▶ [Exercise] Your response should consist of the data that follows, repeated in full without alteration.

(Data extracted from a collection)
☆ ☆ ☆
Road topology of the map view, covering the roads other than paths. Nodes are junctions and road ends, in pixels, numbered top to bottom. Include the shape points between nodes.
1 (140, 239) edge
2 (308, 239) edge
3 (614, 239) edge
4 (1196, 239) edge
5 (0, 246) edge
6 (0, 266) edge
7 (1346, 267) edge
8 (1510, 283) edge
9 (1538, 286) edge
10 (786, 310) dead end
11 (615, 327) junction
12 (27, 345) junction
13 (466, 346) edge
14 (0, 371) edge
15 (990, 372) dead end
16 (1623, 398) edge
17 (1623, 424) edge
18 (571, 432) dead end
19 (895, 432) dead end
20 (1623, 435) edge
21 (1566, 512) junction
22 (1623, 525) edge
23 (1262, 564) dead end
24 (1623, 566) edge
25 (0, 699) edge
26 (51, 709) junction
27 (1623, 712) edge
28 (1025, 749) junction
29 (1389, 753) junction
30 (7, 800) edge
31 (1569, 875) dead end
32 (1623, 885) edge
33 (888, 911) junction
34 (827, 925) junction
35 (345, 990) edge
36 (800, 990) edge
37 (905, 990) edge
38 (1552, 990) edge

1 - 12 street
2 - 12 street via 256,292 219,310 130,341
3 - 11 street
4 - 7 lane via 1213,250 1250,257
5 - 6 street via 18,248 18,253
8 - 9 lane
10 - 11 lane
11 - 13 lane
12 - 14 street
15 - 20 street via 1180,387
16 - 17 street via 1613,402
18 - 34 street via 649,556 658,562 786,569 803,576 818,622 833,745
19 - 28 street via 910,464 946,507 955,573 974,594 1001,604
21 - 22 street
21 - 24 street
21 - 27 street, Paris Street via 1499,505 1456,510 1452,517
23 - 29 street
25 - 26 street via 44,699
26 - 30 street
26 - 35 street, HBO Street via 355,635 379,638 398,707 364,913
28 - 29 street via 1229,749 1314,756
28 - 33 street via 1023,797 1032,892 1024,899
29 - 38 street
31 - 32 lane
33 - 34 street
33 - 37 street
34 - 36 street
☆ ☆ ☆
▶ [Problem solution]
Road topology of the map view, covering the roads other than paths. Nodes are junctions and road ends, in pixels, numbered top to bottom. Include the shape points between nodes.
1 (140, 239) edge
2 (308, 239) edge
3 (614, 239) edge
4 (1196, 239) edge
5 (0, 246) edge
6 (0, 266) edge
7 (1346, 267) edge
8 (1510, 283) edge
9 (1538, 286) edge
10 (786, 310) dead end
11 (615, 327) junction
12 (27, 345) junction
13 (466, 346) edge
14 (0, 371) edge
15 (990, 372) dead end
16 (1623, 398) edge
17 (1623, 424) edge
18 (571, 432) dead end
19 (895, 432) dead end
20 (1623, 435) edge
21 (1566, 512) junction
22 (1623, 525) edge
23 (1262, 564) dead end
24 (1623, 566) edge
25 (0, 699) edge
26 (51, 709) junction
27 (1623, 712) edge
28 (1025, 749) junction
29 (1389, 753) junction
30 (7, 800) edge
31 (1569, 875) dead end
32 (1623, 885) edge
33 (888, 911) junction
34 (827, 925) junction
35 (345, 990) edge
36 (800, 990) edge
37 (905, 990) edge
38 (1552, 990) edge

1 - 12 street
2 - 12 street via 256,292 219,310 130,341
3 - 11 street
4 - 7 lane via 1213,250 1250,257
5 - 6 street via 18,248 18,253
8 - 9 lane
10 - 11 lane
11 - 13 lane
12 - 14 street
15 - 20 street via 1180,387
16 - 17 street via 1613,402
18 - 34 street via 649,556 658,562 786,569 803,576 818,622 833,745
19 - 28 street via 910,464 946,507 955,573 974,594 1001,604
21 - 22 street
21 - 24 street
21 - 27 street, Paris Street via 1499,505 1456,510 1452,517
23 - 29 street
25 - 26 street via 44,699
26 - 30 street
26 - 35 street, HBO Street via 355,635 379,638 398,707 364,913
28 - 29 street via 1229,749 1314,756
28 - 33 street via 1023,797 1032,892 1024,899
29 - 38 street
31 - 32 lane
33 - 34 street
33 - 37 street
34 - 36 street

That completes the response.